=== Exercise goal ===
Set down all of the records exactly.

○ ○ ○ ○ ○

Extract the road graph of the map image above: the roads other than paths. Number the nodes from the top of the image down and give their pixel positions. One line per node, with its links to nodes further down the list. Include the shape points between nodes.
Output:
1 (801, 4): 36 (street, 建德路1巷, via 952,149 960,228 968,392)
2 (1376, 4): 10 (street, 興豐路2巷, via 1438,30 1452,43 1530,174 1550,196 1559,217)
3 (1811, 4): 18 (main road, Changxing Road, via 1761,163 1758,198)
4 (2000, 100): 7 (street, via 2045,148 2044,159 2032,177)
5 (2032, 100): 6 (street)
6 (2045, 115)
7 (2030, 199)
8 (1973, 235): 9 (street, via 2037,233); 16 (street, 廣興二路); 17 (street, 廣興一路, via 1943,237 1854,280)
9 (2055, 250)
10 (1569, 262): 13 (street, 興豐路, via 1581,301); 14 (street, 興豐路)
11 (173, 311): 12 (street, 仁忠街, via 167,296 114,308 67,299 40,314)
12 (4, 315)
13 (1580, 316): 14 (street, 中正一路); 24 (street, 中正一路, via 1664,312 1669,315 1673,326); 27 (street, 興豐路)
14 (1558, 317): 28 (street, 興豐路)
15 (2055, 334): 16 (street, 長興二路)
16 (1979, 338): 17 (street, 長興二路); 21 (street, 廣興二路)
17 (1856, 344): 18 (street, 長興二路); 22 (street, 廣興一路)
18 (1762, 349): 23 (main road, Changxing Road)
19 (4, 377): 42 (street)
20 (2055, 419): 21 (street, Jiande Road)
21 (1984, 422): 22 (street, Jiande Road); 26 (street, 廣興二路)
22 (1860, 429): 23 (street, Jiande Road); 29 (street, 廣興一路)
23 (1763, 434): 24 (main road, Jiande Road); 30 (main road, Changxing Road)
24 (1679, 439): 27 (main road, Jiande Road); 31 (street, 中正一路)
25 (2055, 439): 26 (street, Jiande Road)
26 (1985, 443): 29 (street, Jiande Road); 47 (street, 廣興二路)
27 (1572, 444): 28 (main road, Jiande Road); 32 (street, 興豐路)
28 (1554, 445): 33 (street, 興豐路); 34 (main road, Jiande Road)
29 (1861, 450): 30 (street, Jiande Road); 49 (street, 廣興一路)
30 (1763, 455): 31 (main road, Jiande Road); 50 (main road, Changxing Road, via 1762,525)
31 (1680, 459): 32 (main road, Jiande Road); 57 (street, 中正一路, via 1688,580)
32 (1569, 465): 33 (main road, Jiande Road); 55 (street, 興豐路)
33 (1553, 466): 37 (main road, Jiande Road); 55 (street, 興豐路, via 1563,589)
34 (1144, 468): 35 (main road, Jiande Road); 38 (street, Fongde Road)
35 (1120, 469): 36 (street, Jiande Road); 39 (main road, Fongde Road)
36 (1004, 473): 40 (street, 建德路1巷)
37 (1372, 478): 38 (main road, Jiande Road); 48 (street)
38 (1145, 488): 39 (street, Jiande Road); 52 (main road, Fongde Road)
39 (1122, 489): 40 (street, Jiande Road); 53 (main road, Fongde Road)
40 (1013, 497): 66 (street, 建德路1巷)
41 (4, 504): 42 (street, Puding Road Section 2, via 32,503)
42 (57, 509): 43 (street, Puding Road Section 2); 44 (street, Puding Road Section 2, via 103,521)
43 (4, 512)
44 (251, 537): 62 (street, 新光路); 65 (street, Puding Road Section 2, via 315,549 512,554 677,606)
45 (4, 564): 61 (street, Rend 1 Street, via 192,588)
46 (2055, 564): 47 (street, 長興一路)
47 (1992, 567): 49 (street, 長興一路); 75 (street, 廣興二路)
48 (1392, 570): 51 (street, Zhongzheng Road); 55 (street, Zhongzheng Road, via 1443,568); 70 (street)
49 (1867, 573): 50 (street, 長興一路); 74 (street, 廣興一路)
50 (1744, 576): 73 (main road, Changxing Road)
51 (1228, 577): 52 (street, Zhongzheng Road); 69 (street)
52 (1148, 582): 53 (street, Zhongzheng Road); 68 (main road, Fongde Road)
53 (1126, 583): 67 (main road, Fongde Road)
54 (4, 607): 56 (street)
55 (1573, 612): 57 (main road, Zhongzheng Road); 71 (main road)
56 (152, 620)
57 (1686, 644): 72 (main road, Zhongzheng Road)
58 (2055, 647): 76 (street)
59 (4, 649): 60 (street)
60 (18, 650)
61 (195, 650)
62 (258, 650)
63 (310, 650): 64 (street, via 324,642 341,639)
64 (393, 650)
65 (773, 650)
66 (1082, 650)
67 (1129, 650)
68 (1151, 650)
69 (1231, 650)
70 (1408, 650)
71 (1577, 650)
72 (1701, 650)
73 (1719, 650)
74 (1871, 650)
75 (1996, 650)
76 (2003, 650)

○ ○ ○ ○ ○

=== Response area ===
Extract the road graph of the map image above: the roads other than paths. Number the nodes from the top of the image down and give their pixel positions. One line per node, with its links to nodes further down the list. Include the shape points between nodes.
Output:
1 (801, 4): 36 (street, 建德路1巷, via 952,149 960,228 968,392)
2 (1376, 4): 10 (street, 興豐路2巷, via 1438,30 1452,43 1530,174 1550,196 1559,217)
3 (1811, 4): 18 (main road, Changxing Road, via 1761,163 1758,198)
4 (2000, 100): 7 (street, via 2045,148 2044,159 2032,177)
5 (2032, 100): 6 (street)
6 (2045, 115)
7 (2030, 199)
8 (1973, 235): 9 (street, via 2037,233); 16 (street, 廣興二路); 17 (street, 廣興一路, via 1943,237 1854,280)
9 (2055, 250)
10 (1569, 262): 13 (street, 興豐路, via 1581,301); 14 (street, 興豐路)
11 (173, 311): 12 (street, 仁忠街, via 167,296 114,308 67,299 40,314)
12 (4, 315)
13 (1580, 316): 14 (street, 中正一路); 24 (street, 中正一路, via 1664,312 1669,315 1673,326); 27 (street, 興豐路)
14 (1558, 317): 28 (street, 興豐路)
15 (2055, 334): 16 (street, 長興二路)
16 (1979, 338): 17 (street, 長興二路); 21 (street, 廣興二路)
17 (1856, 344): 18 (street, 長興二路); 22 (street, 廣興一路)
18 (1762, 349): 23 (main road, Changxing Road)
19 (4, 377): 42 (street)
20 (2055, 419): 21 (street, Jiande Road)
21 (1984, 422): 22 (street, Jiande Road); 26 (street, 廣興二路)
22 (1860, 429): 23 (street, Jiande Road); 29 (street, 廣興一路)
23 (1763, 434): 24 (main road, Jiande Road); 30 (main road, Changxing Road)
24 (1679, 439): 27 (main road, Jiande Road); 31 (street, 中正一路)
25 (2055, 439): 26 (street, Jiande Road)
26 (1985, 443): 29 (street, Jiande Road); 47 (street, 廣興二路)
27 (1572, 444): 28 (main road, Jiande Road); 32 (street, 興豐路)
28 (1554, 445): 33 (street, 興豐路); 34 (main road, Jiande Road)
29 (1861, 450): 30 (street, Jiande Road); 49 (street, 廣興一路)
30 (1763, 455): 31 (main road, Jiande Road); 50 (main road, Changxing Road, via 1762,525)
31 (1680, 459): 32 (main road, Jiande Road); 57 (street, 中正一路, via 1688,580)
32 (1569, 465): 33 (main road, Jiande Road); 55 (street, 興豐路)
33 (1553, 466): 37 (main road, Jiande Road); 55 (street, 興豐路, via 1563,589)
34 (1144, 468): 35 (main road, Jiande Road); 38 (street, Fongde Road)
35 (1120, 469): 36 (street, Jiande Road); 39 (main road, Fongde Road)
36 (1004, 473): 40 (street, 建德路1巷)
37 (1372, 478): 38 (main road, Jiande Road); 48 (street)
38 (1145, 488): 39 (street, Jiande Road); 52 (main road, Fongde Road)
39 (1122, 489): 40 (street, Jiande Road); 53 (main road, Fongde Road)
40 (1013, 497): 66 (street, 建德路1巷)
41 (4, 504): 42 (street, Puding Road Section 2, via 32,503)
42 (57, 509): 43 (street, Puding Road Section 2); 44 (street, Puding Road Section 2, via 103,521)
43 (4, 512)
44 (251, 537): 62 (street, 新光路); 65 (street, Puding Road Section 2, via 315,549 512,554 677,606)
45 (4, 564): 61 (street, Rend 1 Street, via 192,588)
46 (2055, 564): 47 (street, 長興一路)
47 (1992, 567): 49 (street, 長興一路); 75 (street, 廣興二路)
48 (1392, 570): 51 (street, Zhongzheng Road); 55 (street, Zhongzheng Road, via 1443,568); 70 (street)
49 (1867, 573): 50 (street, 長興一路); 74 (street, 廣興一路)
50 (1744, 576): 73 (main road, Changxing Road)
51 (1228, 577): 52 (street, Zhongzheng Road); 69 (street)
52 (1148, 582): 53 (street, Zhongzheng Road); 68 (main road, Fongde Road)
53 (1126, 583): 67 (main road, Fongde Road)
54 (4, 607): 56 (street)
55 (1573, 612): 57 (main road, Zhongzheng Road); 71 (main road)
56 (152, 620)
57 (1686, 644): 72 (main road, Zhongzheng Road)
58 (2055, 647): 76 (street)
59 (4, 649): 60 (street)
60 (18, 650)
61 (195, 650)
62 (258, 650)
63 (310, 650): 64 (street, via 324,642 341,639)
64 (393, 650)
65 (773, 650)
66 (1082, 650)
67 (1129, 650)
68 (1151, 650)
69 (1231, 650)
70 (1408, 650)
71 (1577, 650)
72 (1701, 650)
73 (1719, 650)
74 (1871, 650)
75 (1996, 650)
76 (2003, 650)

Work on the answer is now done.